Useful links mentioned by Spencer (as given in the show)
- Spencer’s portfolio and projects: spencer.place
- PlayHTML / demos: playhtml.fun (fridge demo is a highlight)
- Online shop / internet sculptures: internetsculptures.com
- Newsletter: news.spencer.place
(Note: some domain names referenced in the conversation may be stylized differently; check Spencer’s main site for authoritative links.)
Technical details (brief)
- NFC workflow: small NFC tags embedded in objects; tags store a URL or app-specific URL that triggers an iOS Shortcut (or opens a web experience). On iOS, Shortcuts are commonly used for richer device actions; Android support is less uniform and may require third-party apps.
- Chips: procured from suppliers (Amazon-style vendors or overseas suppliers for bulk/specialized chips). They’re written using phone apps or dedicated NFC writers.
- PlayHTML stack: client-side library for element-level state sync + server-side real-time streaming infrastructure and a backing datastore. Spencer hosts a free tier for creators; projects with heavy usage can self-host.
Practical considerations & limitations
- iOS NFC is protective and constrained (Shortcuts-based flows are a pragmatic workaround but limit capabilities).
- Background removal / content verification (e.g., verifying a “rock” photo) can be brittle; projects may need iterative improvement.
- Public art deployment has permitting, funding, and maintenance hurdles — grants and private patrons are usual funding routes.
- Hosted free services are generous but may require fair-use protections or self-hosting options for scale.
Notable quotes
- “Humanity will always be here — we’ve created the internet so much of it so far and we’re not going away.”
- “My work is just a seed for all the amazing things that the person listening to this right now could do.”
- On “perpetual energy”: it’s aspirational — the goal is to create projects whose ideas ripple and inspire more activity, sustaining cultural momentum rather than literal eternal motion.
Actionable items / next steps for listeners
- Explore Spencer’s work: visit spencer.place and the projects/demos linked there.

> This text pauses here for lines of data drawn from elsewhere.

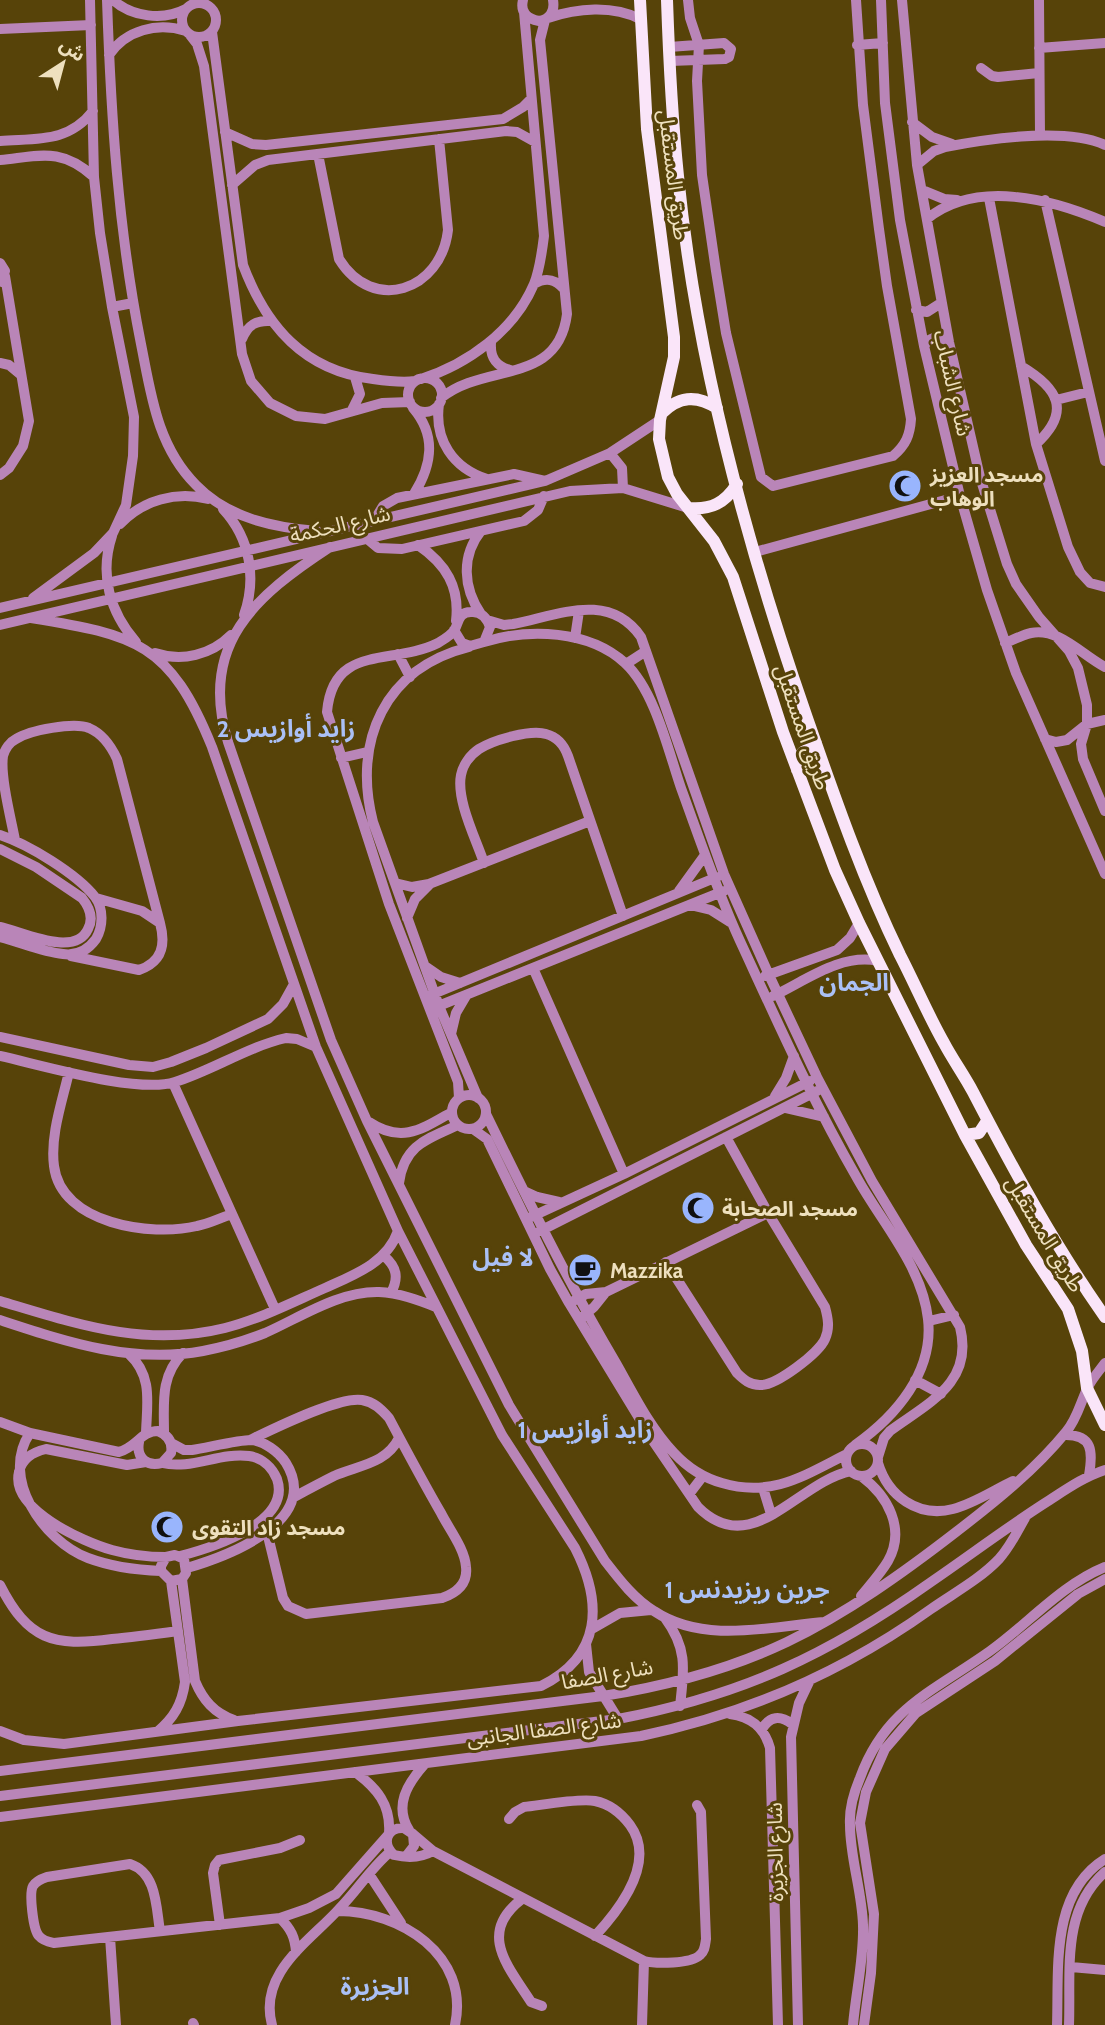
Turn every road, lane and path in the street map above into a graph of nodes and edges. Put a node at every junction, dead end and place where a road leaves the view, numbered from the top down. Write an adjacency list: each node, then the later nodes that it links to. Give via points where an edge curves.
1 (90, 0): 19 (street)
2 (107, 0): 29 (street)
3 (113, 0): 14 (street, via 140,15 170,15)
4 (215, 0): 16 (street)
5 (523, 0): 15 (street)
6 (553, 0): 17 (street, via 553,12)
7 (640, 0): 18 (main road, طريق المستقبل)
8 (667, 0): 27 (main road, طريق المستقبل)
9 (688, 0): 25 (street)
10 (856, 0): 26 (street)
11 (881, 0): 23 (street, شارع الشباب)
12 (902, 0): 36 (street, شارع الشباب)
13 (1039, 0): 28 (street)
14 (192, 4): 16 (street, via 206,4); 22 (street, via 182,20)
15 (524, 12): 17 (street, via 533,20); 34 (street)
16 (215, 13): 21 (street)
17 (546, 19): 18 (street, via 607,10); 64 (street, via 540,40)
18 (640, 19): 38 (main road, طريق المستقبل)
19 (91, 25): 20 (street); 35 (street)
20 (0, 29)
21 (212, 32): 22 (street, via 202,37); 39 (street)
22 (188, 33): 29 (street, via 170,28 140,30 117,44); 70 (street, via 204,66)
23 (883, 43): 26 (street); 68 (street, شارع الشباب, via 892,162)
24 (1105, 43): 28 (street)
25 (699, 45): 27 (street); 30 (street); 30 (street, via 724,43 731,53 725,59)
26 (858, 45): 30 (street, via 885,274 910,431 893,456 773,486 761,477 726,333 702,175)
27 (669, 47): 31 (main road, طريق المستقبل)
28 (1039, 48): 33 (street)
29 (109, 56): 65 (street, via 112,133)
30 (698, 60): 31 (street)
31 (670, 61): 37 (main road, طريق المستقبل)
32 (981, 68): 33 (street, via 998,77)
33 (1039, 73): 41 (street)
34 (531, 99): 40 (street, via 503,119); 44 (street)
35 (93, 111): 43 (street, via 83,124 56,137); 54 (street)
36 (912, 122): 46 (street, via 932,137); 52 (street, شارع الشباب)
37 (674, 124): 38 (main road, via 665,133); 84 (main road, طريق المستقبل, via 692,275)
38 (647, 129): 86 (main road, طريق المستقبل, via 673,310 673,366)
39 (225, 132): 45 (street, via 252,144); 55 (street)
40 (374, 133): 45 (street); 48 (street)
41 (1040, 135): 46 (street); 47 (street, via 1070,135)
42 (439, 139): 44 (street, via 506,131); 48 (street); 49 (street, via 448,230 442,257 428,275 409,287 387,290 365,286 347,273 339,260)
43 (0, 141)
44 (535, 142): 63 (street, via 544,236)
45 (282, 143): 50 (street)
46 (956, 145): 52 (street, via 934,151)
47 (1105, 145)
48 (376, 147): 49 (street)
49 (318, 154): 50 (street)
50 (284, 158): 55 (street, via 255,165)
51 (5, 160): 53 (street); 54 (street, via 57,155)
52 (917, 165): 56 (street, شارع الشباب)
53 (0, 172)
54 (94, 177): 67 (street)
55 (232, 185): 69 (street, via 243,265)
56 (922, 190): 59 (street, via 944,199); 60 (street, شارع الشباب)
57 (989, 198): 58 (street); 59 (street); 75 (street)
58 (1045, 200): 61 (street); 80 (street)
59 (968, 201): 60 (street, via 946,206)
60 (927, 219): 66 (street, شارع الشباب)
61 (1105, 222)
62 (2, 269): 77 (street)
63 (534, 284): 64 (street, via 551,279); 72 (street)
64 (564, 290): 76 (street, via 567,314 559,344 536,364)
65 (133, 303): 67 (street); 98 (street, via 157,424 180,466)
66 (941, 303): 68 (street, via 928,312); 71 (street, شارع الشباب)
67 (112, 307): 101 (street, via 134,417 134,456 126,505)
68 (916, 310): 73 (street, شارع الشباب)
69 (271, 321): 70 (street, via 253,324); 78 (street, via 308,356)
70 (242, 339): 85 (street, via 251,382 270,403 296,416 325,419)
71 (949, 342): 73 (street, via 935,337); 122 (street, شارع الشباب, via 980,477 1007,564 1026,600)
72 (491, 343): 76 (street, via 495,361); 79 (street)
73 (924, 346): 97 (street, شارع الشباب)
74 (0, 363): 77 (street)
75 (1021, 366): 81 (street, via 1049,386); 87 (street)
76 (511, 370): 82 (street, via 460,386)
77 (21, 375): 90 (street, via 29,421 23,446)
78 (355, 377): 79 (street); 85 (street, via 359,394)
79 (418, 380): 82 (street, via 434,381 441,392); 83 (street, via 409,391)
80 (1088, 392): 81 (street); 89 (street)
81 (1056, 400): 87 (street, via 1050,432)
82 (440, 401): 83 (street, via 430,411 418,411); 91 (street, via 439,430 449,454 466,470)
83 (411, 405): 85 (street, via 382,403); 95 (street, via 427,431 430,457)
84 (717, 408): 86 (main road, via 707,401 682,399); 93 (main road, طريق المستقبل)
85 (352, 410)
86 (661, 416): 88 (street, شارع الحكمة); 99 (main road, طريق المستقبل, via 659,439 668,477)
87 (1035, 444): 111 (street, via 1080,572 1090,583)
88 (610, 453): 92 (street, شارع الحكمة); 94 (street, via 622,468)
89 (1105, 461)
90 (0, 475)
91 (487, 480): 92 (street, via 514,474); 95 (street)
92 (545, 481): 100 (street, شارع الحكمة)
93 (737, 484): 99 (main road, via 712,507); 108 (main road, طريق المستقبل)
94 (624, 488): 96 (street, شارع الحكمة); 99 (street, شارع الحكمة)
95 (414, 494): 100 (street, via 383,506)
96 (544, 496): 102 (street, via 538,510 524,521); 104 (street, شارع الحكمة)
97 (960, 496): 108 (street); 125 (street, شارع الشباب)
98 (215, 502): 101 (street, via 186,495 160,499 136,510); 103 (street, via 266,524); 107 (street, via 236,526)
99 (689, 508): 142 (main road, طريق المستقبل, via 714,541 733,578)
100 (374, 521): 103 (street, شارع الحكمة)
101 (115, 530): 110 (street, via 106,563); 113 (street, via 94,553)
102 (481, 531): 105 (street); 116 (street, via 466,564 471,594)
103 (328, 532): 107 (street, شارع الحكمة)
104 (366, 538): 105 (street, via 378,548 390,550); 106 (street, شارع الحكمة)
105 (418, 545): 120 (street, via 452,580 457,600)
106 (330, 547): 109 (street, شارع الحكمة); 118 (street, via 293,573)
107 (247, 551): 109 (street); 110 (street, شارع الحكمة)
108 (755, 552): 138 (main road, طريق المستقبل)
109 (250, 565): 112 (street, شارع الحكمة); 118 (street, via 250,593)
110 (107, 583): 112 (street); 113 (street, شارع الحكمة)
111 (1105, 587)
112 (110, 599): 117 (street, شارع الحكمة); 126 (street)
113 (29, 601): 114 (street, شارع الحكمة)
114 (0, 608)
115 (579, 611): 116 (street, via 513,624); 123 (street); 129 (street, via 594,608 622,616 633,625)
116 (484, 617): 120 (street, via 467,612); 124 (street, via 490,627)
117 (31, 618): 119 (street, شارع الحكمة); 126 (street, via 98,630)
118 (243, 619): 121 (street)
119 (0, 625)
120 (455, 626): 127 (street, via 462,643); 130 (street, via 436,644)
121 (236, 629): 128 (street, via 218,645 196,655 179,657); 137 (street, via 220,673 221,719)
122 (1058, 636): 125 (street, via 1031,633); 132 (street); 135 (street, شارع الشباب, via 1084,686)
123 (575, 638): 124 (street, via 548,634); 131 (street)
124 (484, 642): 127 (street)
125 (1005, 643): 136 (street, شارع الشباب)
126 (138, 644): 128 (street)
127 (470, 646): 133 (street, via 433,659)
128 (148, 650): 139 (street, via 181,684)
129 (646, 651): 131 (street); 150 (street)
130 (398, 654): 133 (street); 141 (street, via 352,665 338,677 327,712)
131 (626, 664): 148 (street, via 654,712)
132 (1105, 667)
133 (410, 677): 140 (street, via 380,715)
134 (1105, 720): 135 (street)
135 (1087, 724): 136 (street, via 1067,740); 143 (street, شارع الشباب, via 1081,744 1083,759)
136 (1045, 739): 151 (street, شارع الشباب)
137 (228, 742): 139 (street); 172 (street)
138 (816, 743): 142 (main road, via 802,753); 206 (main road, طريق المستقبل, via 895,942)
139 (212, 747): 174 (street)
140 (367, 752): 141 (street); 153 (street, via 367,799)
141 (341, 758): 160 (street)
142 (797, 770): 165 (main road, طريق المستقبل)
143 (1105, 811)
144 (590, 821): 149 (street); 149 (street, via 558,739 538,732 489,744 468,759 460,785); 162 (street)
145 (0, 835): 146 (street)
146 (15, 840): 158 (street, via 54,863); 164 (street, via 1,768 7,748 23,735 70,725 96,732 117,759)
147 (0, 849): 158 (street)
148 (705, 855): 152 (street); 157 (street)
149 (484, 863): 154 (street)
150 (724, 874): 152 (street); 155 (street)
151 (1105, 874)
152 (713, 878): 156 (street); 157 (street)
153 (395, 883): 154 (street); 159 (street)
154 (429, 884): 163 (street)
155 (731, 888): 156 (street); 177 (street)
156 (719, 893): 161 (street); 166 (street)
157 (677, 894): 162 (street)
158 (89, 896): 164 (street, via 142,911); 171 (street, via 89,927 80,940)
159 (400, 900): 160 (street); 163 (street)
160 (389, 904): 183 (street)
161 (686, 905): 166 (street, via 711,910); 170 (street)
162 (623, 916): 168 (street)
163 (407, 918): 175 (street)
164 (160, 923): 171 (street, via 160,955 139,970)
165 (859, 923): 173 (main road, طريق المستقبل); 177 (street, via 837,950)
166 (732, 924): 178 (street)
167 (0, 927): 171 (street)
168 (579, 934): 170 (street); 179 (street)
169 (0, 937): 171 (street)
170 (585, 947): 176 (street)
171 (64, 949)
172 (303, 959): 174 (street); 205 (street, via 331,1040)
173 (878, 961): 181 (street, via 844,962); 209 (main road, طريق المستقبل)
174 (286, 965): 180 (street)
175 (425, 966): 179 (street); 183 (street)
176 (533, 968): 182 (street); 214 (street)
177 (769, 975): 178 (street); 181 (street)
178 (758, 979): 184 (street)
179 (461, 983): 183 (street)
180 (293, 986): 188 (street); 189 (street, via 284,1004 268,1019 153,1067)
181 (778, 993): 184 (street); 194 (street)
182 (467, 994): 185 (street); 186 (street)
183 (430, 996): 185 (street)
184 (766, 999): 191 (street)
185 (434, 1008): 186 (street); 198 (street)
186 (451, 1034): 199 (street)
187 (0, 1037): 189 (street)
188 (316, 1047): 195 (street, via 297,1039 276,1041); 222 (street)
189 (52, 1048): 192 (street)
190 (0, 1056): 192 (street)
191 (794, 1056): 194 (street); 200 (street)
192 (47, 1067): 193 (street)
193 (69, 1072): 195 (street, via 125,1083); 220 (street, via 53,1149 54,1169 72,1203 94,1216 145,1228 196,1226)
194 (812, 1080): 196 (street); 197 (street); 200 (street)
195 (173, 1083): 220 (street)
196 (823, 1089): 197 (street); 232 (street, via 872,1181)
197 (812, 1094): 201 (street); 204 (street)
198 (459, 1098): 199 (street); 202 (street)
199 (478, 1098): 203 (street)
200 (772, 1099): 211 (street)
201 (784, 1108): 204 (street); 210 (street)
202 (452, 1112): 205 (street, via 405,1133); 207 (street)
203 (486, 1114): 208 (street); 217 (street)
204 (824, 1117): 236 (street, via 916,1276)
205 (367, 1121): 216 (street)
206 (987, 1121): 209 (main road, via 979,1133); 213 (main road, طريق المستقبل)
207 (458, 1125): 208 (street); 216 (street, via 413,1149 405,1159)
208 (473, 1129): 221 (street, via 487,1139)
209 (965, 1135): 215 (main road, طريق المستقبل)
210 (726, 1137): 212 (street); 219 (street)
211 (671, 1150): 212 (street); 214 (street)
212 (677, 1162): 223 (street)
213 (1013, 1167): 215 (main road, via 998,1162); 234 (main road, طريق المستقبل, via 1068,1264)
214 (624, 1174): 218 (street)
215 (987, 1174): 245 (main road, طريق المستقبل, via 1068,1309 1082,1351)
216 (399, 1183): 241 (street)
217 (524, 1191): 218 (street); 221 (street)
218 (563, 1202): 221 (street)
219 (768, 1213): 225 (street); 225 (street, via 829,1319 819,1349 769,1385 746,1382 737,1373)
220 (232, 1214): 231 (street)
221 (531, 1217): 223 (street)
222 (398, 1231): 224 (street); 230 (street)
223 (538, 1231): 229 (street)
224 (384, 1256): 227 (street, via 397,1277); 231 (street)
225 (666, 1262): 226 (street)
226 (606, 1292): 229 (street); 233 (street)
227 (391, 1293): 230 (street); 239 (street, via 349,1296 241,1341)
228 (0, 1301): 237 (street)
229 (573, 1301): 233 (street)
230 (436, 1307): 243 (street)
231 (275, 1310): 237 (street, via 226,1327 174,1336 121,1334)
232 (954, 1315): 236 (street); 246 (street, via 963,1353 960,1368)
233 (582, 1317): 270 (street, via 673,1452); 273 (street, via 653,1441)
234 (1105, 1317)
235 (0, 1320): 238 (street)
236 (929, 1321): 244 (street, via 927,1352)
237 (69, 1322): 238 (street)
238 (64, 1341): 240 (street)
239 (183, 1353): 240 (street); 251 (street, via 164,1385)
240 (129, 1354): 250 (street, via 148,1384)
241 (484, 1357): 243 (street); 290 (street, via 522,1428 605,1561)
242 (1105, 1363): 245 (street, شارع الصفا)
243 (466, 1367): 293 (street, via 502,1434 575,1548 590,1587)
244 (915, 1380): 246 (street); 259 (street, via 883,1423)
245 (1087, 1388): 248 (main road, طريق المستقبل); 252 (street, شارع الصفا)
246 (941, 1394): 263 (street, via 890,1431)
247 (0, 1422): 249 (street)
248 (1105, 1425)
249 (30, 1433): 258 (street); 260 (street)
250 (146, 1433): 251 (street); 255 (street)
251 (164, 1433): 256 (street)
252 (1064, 1435): 268 (street, شارع الصفا); 269 (street, via 1074,1434 1090,1447)
253 (400, 1438): 254 (street, via 382,1409 361,1399 300,1417); 274 (street, via 380,1460); 280 (street, via 463,1556 465,1578 452,1594 426,1601 296,1611 283,1598)
254 (250, 1440): 257 (street); 274 (street, via 284,1460)
255 (139, 1442): 258 (street, via 119,1452); 264 (street, via 139,1453)
256 (171, 1443): 257 (street, via 192,1450); 265 (street, via 171,1453)
257 (236, 1443): 262 (street)
258 (47, 1444): 264 (street, via 127,1465); 276 (street, via 20,1467 19,1488)
259 (855, 1445): 261 (street); 263 (street, via 872,1447)
260 (12, 1447)
261 (848, 1454): 267 (street); 272 (street, via 789,1483)
262 (238, 1456): 265 (street); 275 (street, via 259,1459 274,1473 279,1494)
263 (878, 1460): 268 (street, via 881,1473 898,1497 926,1510 956,1508); 271 (street, via 872,1472)
264 (146, 1462): 265 (street)
265 (162, 1463)
266 (1105, 1470): 269 (street, شارع الصفا)
267 (851, 1471): 271 (street); 278 (street)
268 (1026, 1474): 289 (street, شارع الصفا, via 897,1577)
269 (1089, 1475): 279 (street, شارع الصفا)
270 (704, 1476): 272 (street, via 740,1487); 273 (street)
271 (861, 1476): 289 (street, via 889,1505 896,1534 887,1562)
272 (763, 1488): 278 (street)
273 (690, 1493): 278 (street, via 710,1519 725,1525 741,1527)
274 (294, 1497): 277 (street)
275 (276, 1504): 277 (street); 281 (street, via 245,1531)
276 (31, 1505): 282 (street, via 61,1528 94,1544 129,1554); 285 (street, via 25,1518 86,1557 123,1568)
277 (288, 1510): 280 (street)
278 (771, 1514)
279 (1026, 1516): 297 (street, شارع الصفا الجانبى, via 1000,1558 986,1570 905,1628); 301 (street, شارع الصفا, via 836,1644 758,1681)
280 (267, 1532): 284 (street, via 220,1557)
281 (180, 1556): 282 (street); 284 (street)
282 (166, 1557): 285 (street)
283 (1105, 1567): 318 (street, via 1071,1585 989,1652 908,1705 876,1743 864,1765)
284 (187, 1568): 287 (street)
285 (161, 1571): 287 (street)
286 (1105, 1579): 318 (street, via 916,1713 886,1749)
287 (176, 1580): 294 (street); 304 (street, via 201,1695 223,1716)
288 (0, 1585): 294 (street, via 30,1628 61,1642 78,1644)
289 (858, 1601): 292 (street, شارع الصفا)
290 (652, 1610): 291 (street); 293 (street, via 620,1613)
291 (666, 1618): 292 (street, via 731,1631); 296 (street, via 681,1647)
292 (824, 1622): 296 (street, شارع الصفا, via 787,1642)
293 (592, 1629): 295 (street)
294 (178, 1631): 309 (street, via 183,1697 173,1717)
295 (586, 1643): 298 (street, via 563,1673); 299 (street, via 589,1672)
296 (683, 1679): 299 (street, شارع الصفا); 301 (street)
297 (809, 1682): 302 (street, شارع الصفا الجانبى); 305 (street, شارع الجزيرة)
298 (541, 1686): 300 (street); 304 (street, شارع الصفا الجانبى)
299 (603, 1696): 300 (street, شارع الصفا); 303 (street)
300 (544, 1704): 313 (street, شارع الصفا)
301 (680, 1706): 303 (street, شارع الصفا)
302 (729, 1714): 306 (street); 311 (street, شارع الصفا الجانبى, via 641,1736)
303 (618, 1719): 307 (street, شارع الصفا)
304 (238, 1721): 309 (street, شارع الصفا الجانبى)
305 (792, 1724): 306 (street, via 775,1717); 346 (street, شارع الجزيرة)
306 (762, 1729): 347 (street, شارع الجزيرة, via 772,1759)
307 (522, 1730): 311 (street); 312 (street, شارع الصفا)
308 (0, 1731): 310 (street, شارع الصفا الجانبى, via 44,1743)
309 (157, 1732): 310 (street, شارع الصفا الجانبى)
310 (83, 1742): 313 (street)
311 (525, 1750): 314 (street, شارع الصفا الجانبى)
312 (345, 1753): 316 (street); 317 (street, شارع الصفا)
313 (85, 1761): 315 (street, شارع الصفا)
314 (424, 1765): 316 (street, شارع الصفا الجانبى); 322 (street, via 406,1790)
315 (0, 1771)
316 (352, 1773): 320 (street, شارع الصفا الجانبى); 323 (street, via 379,1793)
317 (151, 1778): 319 (street, شارع الصفا); 320 (street)
318 (861, 1791): 329 (street)
319 (0, 1796)
320 (153, 1799): 324 (street, شارع الصفا الجانبى)
321 (697, 1805): 348 (street, via 701,1812 705,1948 692,1960)
322 (402, 1806): 323 (street); 326 (street)
323 (387, 1807): 327 (street)
324 (0, 1817)
325 (509, 1819): 343 (street, via 524,1807 592,1800 623,1815 639,1846 638,1864 622,1903)
326 (411, 1833): 327 (street, via 399,1828); 330 (street); 332 (street, via 414,1846)
327 (389, 1834): 331 (street); 339 (street, via 336,1894)
328 (300, 1840): 340 (street, via 219,1860 213,1872)
329 (858, 1850): 358 (street, via 863,1950); 359 (street, via 874,1914)
330 (433, 1851): 332 (street, via 425,1856); 337 (street)
331 (390, 1852): 332 (street); 335 (street)
332 (407, 1855)
333 (1105, 1859): 336 (street)
334 (1105, 1872): 336 (street)
335 (369, 1874): 338 (street); 341 (street)
336 (1092, 1877): 349 (street, via 1076,1914); 360 (street, via 1075,1891 1066,1911)
337 (522, 1899): 343 (street); 351 (street, via 501,1922 498,1938 501,1954 531,2002)
338 (338, 1911): 341 (street, via 379,1915); 345 (street)
339 (280, 1918): 340 (street); 345 (street, via 295,1939)
340 (220, 1925): 342 (street)
341 (404, 1926): 354 (street, via 439,1955 450,1975 456,1997)
342 (160, 1931): 344 (street); 344 (street, via 151,1881 139,1867 130,1864 47,1877 33,1886 35,1929 46,1942)
343 (595, 1936): 348 (street)
344 (110, 1937): 352 (street)
345 (296, 1952): 353 (street, via 274,1982)
346 (796, 1955): 347 (street); 357 (street, شارع الجزيرة)
347 (777, 1956): 356 (street, شارع الجزيرة)
348 (644, 1961): 355 (street)
349 (1071, 1967): 350 (street); 361 (street)
350 (1105, 1970)
351 (542, 2006)
352 (116, 2025)
353 (272, 2025)
354 (455, 2025)
355 (642, 2025)
356 (778, 2025)
357 (798, 2025)
358 (853, 2025)
359 (864, 2025)
360 (1057, 2025)
361 (1069, 2025)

- Try PlayHTML if you want to build simple collaborative web elements: check playhtml.fun and the fridge demo for inspiration.
- If you work with public art or community spaces, consider commissioning or hosting a computing shrine to create new shared experiences.
- Experiment with simple NFC tokens + web experiences for conferences, meetups, or physical giveaways (note iOS/Android constraints).
- Think about tech as public good — small design choices (open-source libraries, hosted free tiers) can enable broad cultural experiments.
This interview is ideal for makers interested in the intersection of physical craft, web interactivity, and public digital experiences — especially those looking for low-friction ways to add communal, synchronous behavior to webpages and real-world tokens.